Help desk managers who want to earn the best salaries never stop looking for better opportunities and promotions. Through networking and building relationships with other help desk managers in other industries, learn what upward mobility your peers are seeing and try to compare it to your own experience. These are the industries where help desk managers are most logically located and where the most competitive salaries should be found.
Software Developers
If a product developed by a software company is used directly by customers, that company needs a help desk. And even small software developers need a help desk manager to keep their teams on-task and efficient. On the other hand, a help desk manager working for a software development company may find themselves troubleshooting and managing the devices used by the company itself. In either case, your foundation of skills and knowledge would look different, but in pursuit of the best salary, you should always aim to make yourself as versatile as possible.
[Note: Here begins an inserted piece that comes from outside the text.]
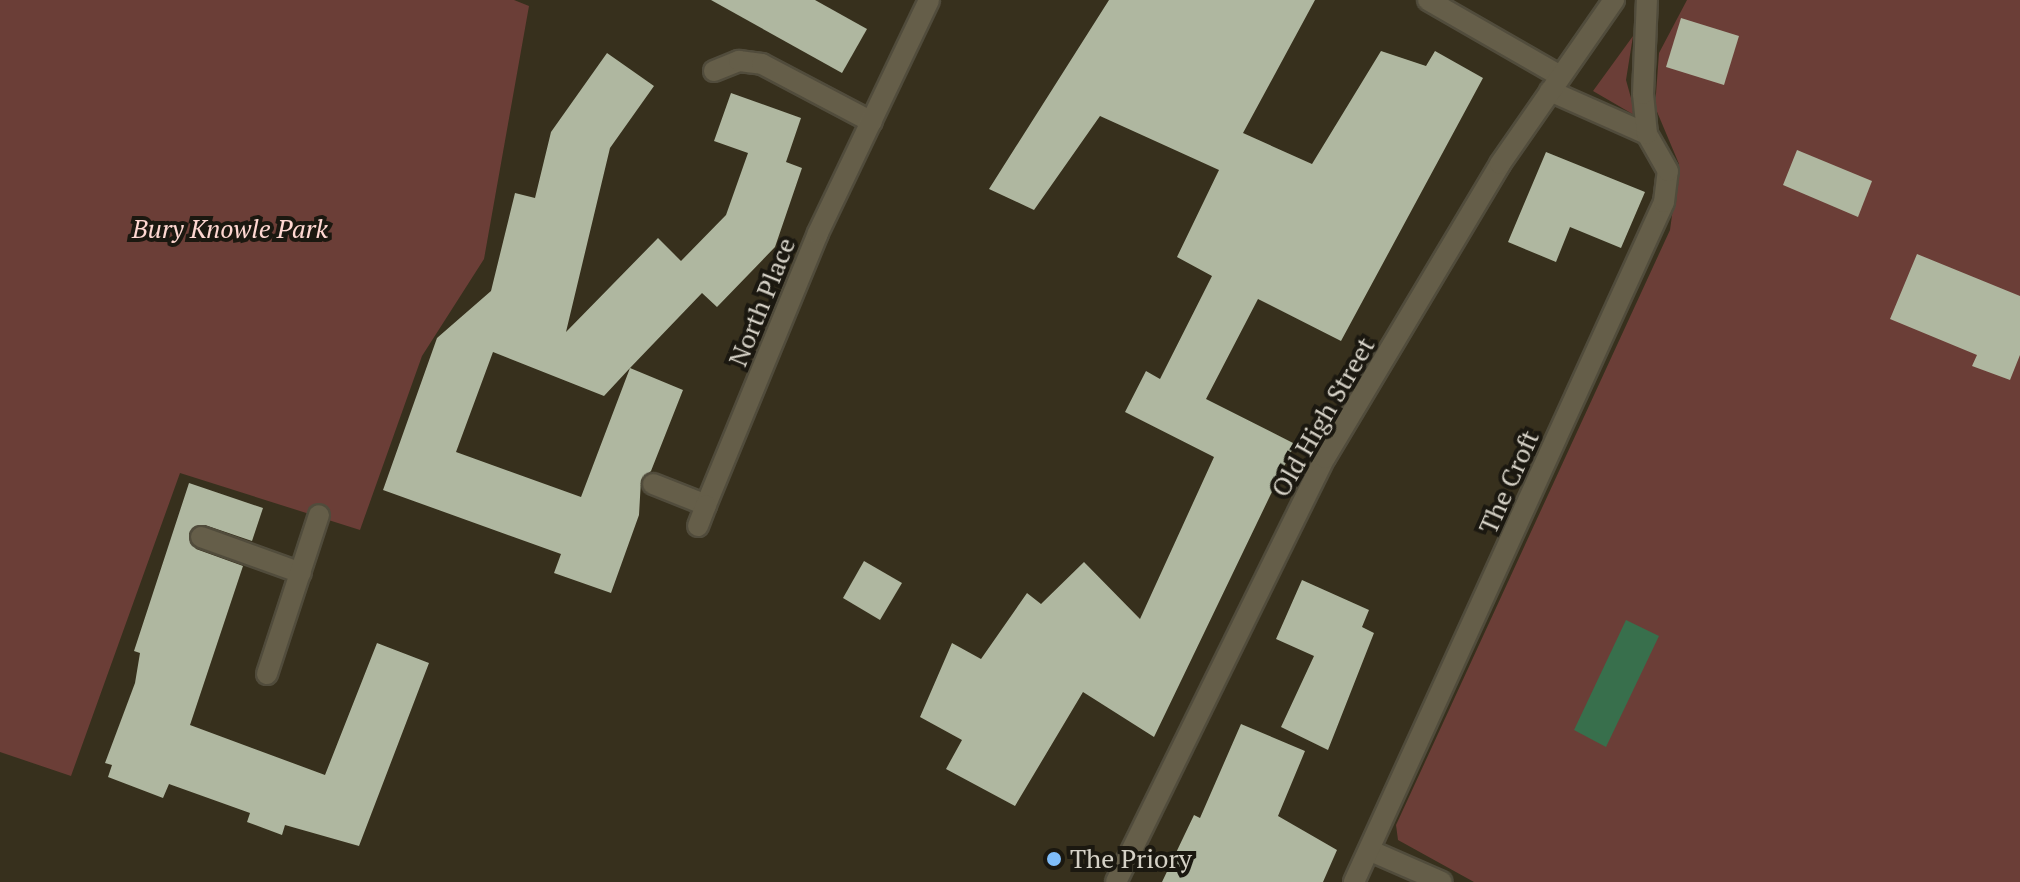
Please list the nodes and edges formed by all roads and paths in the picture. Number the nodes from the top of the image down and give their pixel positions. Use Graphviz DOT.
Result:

Career impact of working in software development: significant. Help desk managers in the software development world will never lack for employment. Whether customers are frustrated by the widget not working properly, or employees are frustrated by the network outages that keep happening, great salaries are paid to the help desk managers who can keep everyone happy.
Hardware Manufacturers
Just like software developers, the need for help desk and IT support in hardware manufacturers comes both internally and externally. A help desk manager helps make sure teams resolve the most pressing IT issues as efficiently as possible, both for customers and for company personnel. Manufacturers want to hire someone who’s able to direct teams in identifying, documenting, tracking and resolving problems so that customers and employees are equally happy.
Career impact of working in hardware manufacturing: significant. The skill set needed to support help desk and IT support teams in hardware manufacturing has an overlap with many of the skills needed for doing the same work in software development, but there are differences. A help desk manager who’s experienced with hardware-specific support and troubleshooting will remain valuable within the silo of manufacturing firms.
Enterprise Service Providers
Probably the most obvious place for a help desk manager would be with a service provider. Whether they’re enormous, national corporations or small regional ISPs, companies that connect users to online services are constantly fielding complex, interconnected problems. A help desk manager will always have new challenges and advancement opportunities in service providers.
Career impact of working for enterprise service providers: significant. Most people who want to become help desk managers probably envision working for a service provider of some kind. The best salaries for a help desk manager can certainly be found leading teams to ensure that customers have access to all the services they expect.
How to Increase Your Salary as a Help Desk Manager
If you’re working in IT support, you may have set your sights on eventually working as a help desk manager. Or maybe you’ve landed a job as a help desk manager and you don’t know if you’re being paid enough. Hopefully some of this has helped you figure that out.
If you have a degree, certifications and years of experience, you should reasonably expect that you belong in the high-end average for help desk manager salaries. And now you also have a rough idea of what that average looks like based on where you work.
The key to remember is that there’s always room for improvement, no matter where you find yourself in your career. There’s a certification you can earn, a class you can take, a tool you can master. Help desk managers can earn a solid salary, and even if you don’t live in the cities where they’re paid in the triple digits, with the right preparation, you can still qualify for great pay.